---------- Input material
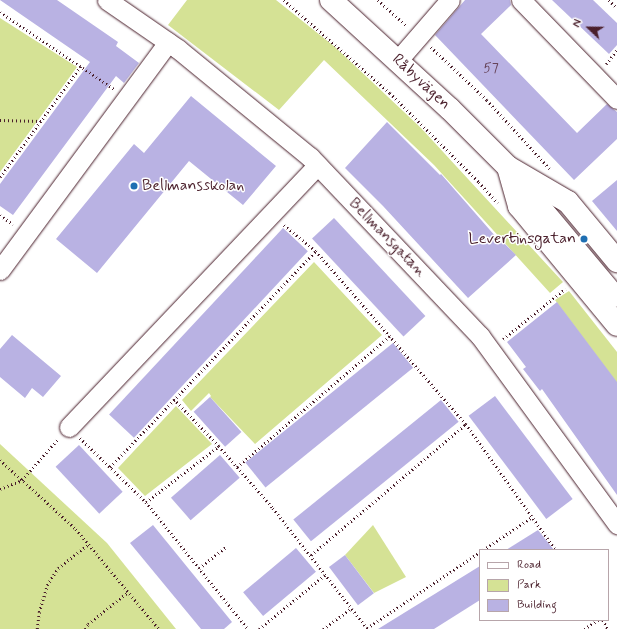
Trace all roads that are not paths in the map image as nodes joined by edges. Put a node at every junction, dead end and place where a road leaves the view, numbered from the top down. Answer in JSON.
{"nodes":[{"id":1,"x":107,"y":0,"type":"edge"},
{"id":2,"x":331,"y":0,"type":"edge"},
{"id":3,"x":450,"y":0,"type":"edge"},
{"id":4,"x":520,"y":0,"type":"edge"},
{"id":5,"x":168,"y":42,"type":"junction"},
{"id":6,"x":398,"y":60,"type":"junction"},
{"id":7,"x":617,"y":99,"type":"edge"},
{"id":8,"x":318,"y":165,"type":"junction"},
{"id":9,"x":508,"y":167,"type":"junction"},
{"id":10,"x":617,"y":261,"type":"edge"},
{"id":11,"x":0,"y":270,"type":"edge"},
{"id":12,"x":617,"y":297,"type":"edge"},
{"id":13,"x":617,"y":325,"type":"edge"},
{"id":14,"x":69,"y":427,"type":"road end"},
{"id":15,"x":617,"y":524,"type":"edge"}],
"edges":[{"from":1,"to":5,"type":"street","name":"Bellmansgatan"},
{"from":2,"to":6,"type":"main road","name":"Råbyvägen"},
{"from":3,"to":6,"type":"street"},
{"from":4,"to":7,"type":"street"},
{"from":5,"to":8,"type":"street","name":"Bellmansgatan"},
{"from":5,"to":11,"type":"street"},
{"from":6,"to":9,"type":"main road","name":"Råbyvägen"},
{"from":8,"to":14,"type":"street"},
{"from":8,"to":15,"type":"street","name":"Bellmansgatan"},
{"from":9,"to":10,"type":"main road","name":"Råbyvägen"},
{"from":9,"to":12,"type":"street","name":"Råbyvägen"},
{"from":9,"to":13,"type":"main road","name":"Råbyvägen"}]}
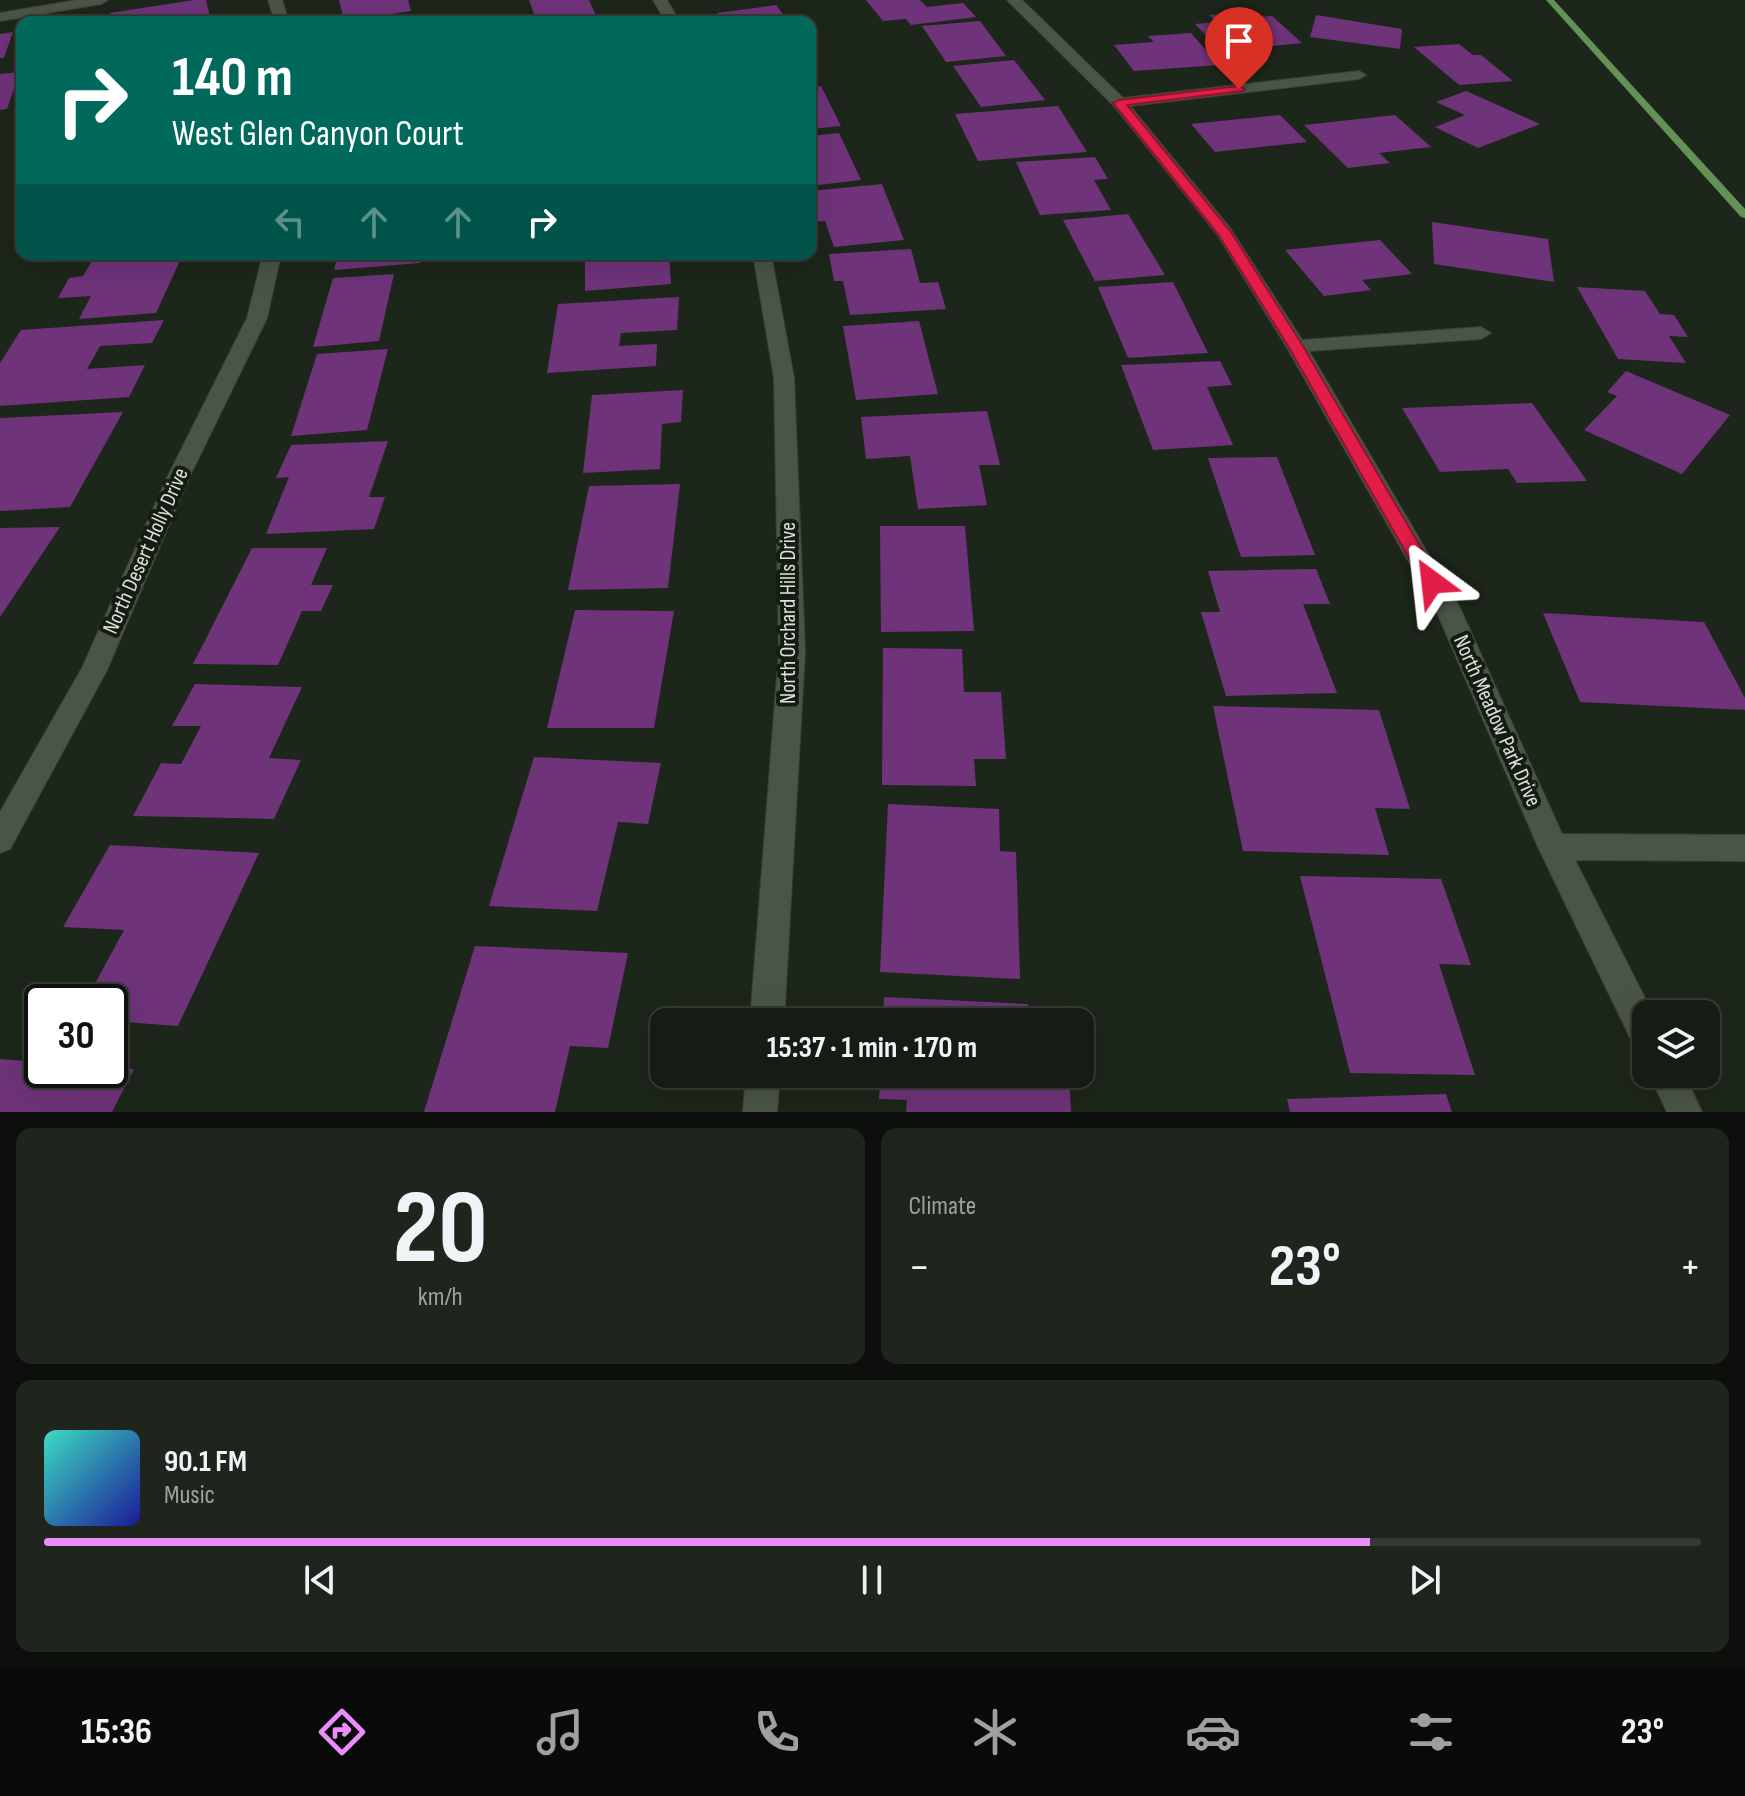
--------------------
## [Problem]
Scan the data for lines containing "Råbyvägen" and copy all of them.

## [Your response]
{"from":2,"to":6,"type":"main road","name":"Råbyvägen"},
{"from":6,"to":9,"type":"main road","name":"Råbyvägen"},
{"from":9,"to":10,"type":"main road","name":"Råbyvägen"},
{"from":9,"to":12,"type":"street","name":"Råbyvägen"},
{"from":9,"to":13,"type":"main road","name":"Råbyvägen"}]}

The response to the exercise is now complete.